Utah has the highest percentage in the country of children growing up in married-couple households, as opposed to single-parent households — with only 19% of children residing in a single-parent home, according to 2019 census data. Single-parent households are at risk of poverty when considering median household income.
The cultural values placed on marriage and family have provided a "huge advantage" when weighing poverty numbers, Weinstein said. Utah ranked 11th overall for median household income in 2021, a ranking he attributes largely to dual-income households.
"Considering that we're not a high-wage state, our median hourly wages are below the national average ... that wonderful Beehive work ethic combines with our strong commitment to marriage and family to give us these tremendous cultural advantages when it comes to poverty and child poverty and our overall level of household income," said Weinstein.
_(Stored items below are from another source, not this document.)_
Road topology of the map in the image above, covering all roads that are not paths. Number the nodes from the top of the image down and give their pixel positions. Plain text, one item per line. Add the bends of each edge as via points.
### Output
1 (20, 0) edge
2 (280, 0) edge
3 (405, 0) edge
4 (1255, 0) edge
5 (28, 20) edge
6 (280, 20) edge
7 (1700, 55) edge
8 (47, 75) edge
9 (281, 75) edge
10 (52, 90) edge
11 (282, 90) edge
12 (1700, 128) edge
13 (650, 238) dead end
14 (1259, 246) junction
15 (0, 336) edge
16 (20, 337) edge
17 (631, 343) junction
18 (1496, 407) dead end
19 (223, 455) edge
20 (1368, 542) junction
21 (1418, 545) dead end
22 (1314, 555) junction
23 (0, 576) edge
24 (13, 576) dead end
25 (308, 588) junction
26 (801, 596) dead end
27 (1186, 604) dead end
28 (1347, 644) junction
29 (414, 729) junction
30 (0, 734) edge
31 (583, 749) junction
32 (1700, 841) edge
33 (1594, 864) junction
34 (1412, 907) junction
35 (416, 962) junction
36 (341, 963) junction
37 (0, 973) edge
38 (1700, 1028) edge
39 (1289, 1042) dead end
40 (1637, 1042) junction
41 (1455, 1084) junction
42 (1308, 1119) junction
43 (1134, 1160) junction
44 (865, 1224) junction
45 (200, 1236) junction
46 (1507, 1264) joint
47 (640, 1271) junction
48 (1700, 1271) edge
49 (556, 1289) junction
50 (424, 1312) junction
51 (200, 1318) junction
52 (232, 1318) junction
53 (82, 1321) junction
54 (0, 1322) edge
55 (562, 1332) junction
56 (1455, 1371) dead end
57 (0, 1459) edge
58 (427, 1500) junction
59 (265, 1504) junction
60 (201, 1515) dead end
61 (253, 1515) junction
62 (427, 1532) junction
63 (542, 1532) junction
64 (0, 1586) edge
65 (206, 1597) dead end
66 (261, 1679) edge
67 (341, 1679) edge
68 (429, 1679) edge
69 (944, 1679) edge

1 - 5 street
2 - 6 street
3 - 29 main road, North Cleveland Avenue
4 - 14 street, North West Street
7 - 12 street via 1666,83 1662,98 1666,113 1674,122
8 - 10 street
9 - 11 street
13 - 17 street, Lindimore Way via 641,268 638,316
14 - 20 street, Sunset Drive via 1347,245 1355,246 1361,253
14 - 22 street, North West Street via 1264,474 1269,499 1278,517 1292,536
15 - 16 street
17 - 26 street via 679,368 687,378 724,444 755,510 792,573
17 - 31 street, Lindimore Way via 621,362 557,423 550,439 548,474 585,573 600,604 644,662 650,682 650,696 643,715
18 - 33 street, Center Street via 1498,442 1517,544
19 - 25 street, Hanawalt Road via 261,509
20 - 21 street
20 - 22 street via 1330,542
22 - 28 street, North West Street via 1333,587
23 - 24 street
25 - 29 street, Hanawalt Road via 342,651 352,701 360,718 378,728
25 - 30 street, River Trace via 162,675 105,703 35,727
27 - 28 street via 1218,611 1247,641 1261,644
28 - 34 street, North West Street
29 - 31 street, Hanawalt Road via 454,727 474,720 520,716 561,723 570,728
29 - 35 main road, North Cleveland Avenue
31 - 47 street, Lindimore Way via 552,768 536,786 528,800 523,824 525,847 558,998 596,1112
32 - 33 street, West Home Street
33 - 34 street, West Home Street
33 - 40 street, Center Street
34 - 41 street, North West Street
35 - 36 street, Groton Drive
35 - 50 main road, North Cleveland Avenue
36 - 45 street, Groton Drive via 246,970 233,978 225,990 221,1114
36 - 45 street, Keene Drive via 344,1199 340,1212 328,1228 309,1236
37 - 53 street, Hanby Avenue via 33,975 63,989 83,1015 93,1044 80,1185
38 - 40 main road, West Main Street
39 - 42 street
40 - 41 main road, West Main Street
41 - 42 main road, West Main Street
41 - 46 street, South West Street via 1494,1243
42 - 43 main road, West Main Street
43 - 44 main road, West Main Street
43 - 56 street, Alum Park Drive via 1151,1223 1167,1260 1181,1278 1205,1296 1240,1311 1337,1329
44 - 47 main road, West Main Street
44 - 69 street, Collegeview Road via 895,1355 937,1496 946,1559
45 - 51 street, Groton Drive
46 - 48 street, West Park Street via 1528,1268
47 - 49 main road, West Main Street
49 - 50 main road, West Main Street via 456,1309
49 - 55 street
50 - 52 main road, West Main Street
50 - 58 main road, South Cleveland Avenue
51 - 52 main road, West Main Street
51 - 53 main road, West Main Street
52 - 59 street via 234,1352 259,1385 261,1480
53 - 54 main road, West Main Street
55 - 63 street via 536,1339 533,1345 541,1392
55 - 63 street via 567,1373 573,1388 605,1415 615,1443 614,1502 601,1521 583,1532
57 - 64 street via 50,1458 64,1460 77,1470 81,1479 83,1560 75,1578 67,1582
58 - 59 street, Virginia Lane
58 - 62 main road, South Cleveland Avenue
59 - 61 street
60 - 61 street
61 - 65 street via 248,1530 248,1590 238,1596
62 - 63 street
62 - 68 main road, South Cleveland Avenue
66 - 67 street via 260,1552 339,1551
While Utah has triumphed in many ways on behalf of its children — there are still some strides to be made.
The American Community Survey revealed that 84% percent of Utah's low-income children who qualified for Medicaid in 2021 were not enrolled — the highest rate in the country of the 36 states to expand Medicaid.
While the number of those enrolled in Medicaid grew in January 2022, that number will not likely last. The rise in enrollment is largely attributed to the COVID-19 pandemic and the declaration of a public health emergency. Congress increased funding for Medicaid and passed laws to keep individuals from losing Medicaid coverage during the national health emergency.
The changes also were reflected nationally with the uninsured rate among children decreasing 0.6 percentage points to 5.0% between 2020 and 2021, likely driven by the increase in access to the programs.
Now as President Joe Biden has declared the "pandemic over," the public health emergency is due to expire, leaving Utah children vulnerable.
"When the (public health emergency) ends, that's when I think we will we will see some real shifts, and that is something that keeps me up at night — is what will be the impact?" said Jessie Mandle, deputy director and senior health policy analyst with Voices for Utah Children.
While Mandle considers providing insurance for every child statewide as "the right thing to do for our kids" it is also cost-effective, she argued.
"Without that basic foundation of health insurance, they really are already at a disadvantage. We're already creating more barriers for kids to be able to thrive," said Mandle. "Health insurance is so critical for kids and to be able to not only be helping in the short term but also for their long-term health and as well as their actual academic success and even their economic outcomes later in life.
"Our state and local governments are spending almost $9 million every year in pediatric uncompensated care and that is more than it would cost than the bill to cover all kids," she said. "It's so critical that we meet this moment. I really just, this is my hope is that our state leaders will see that."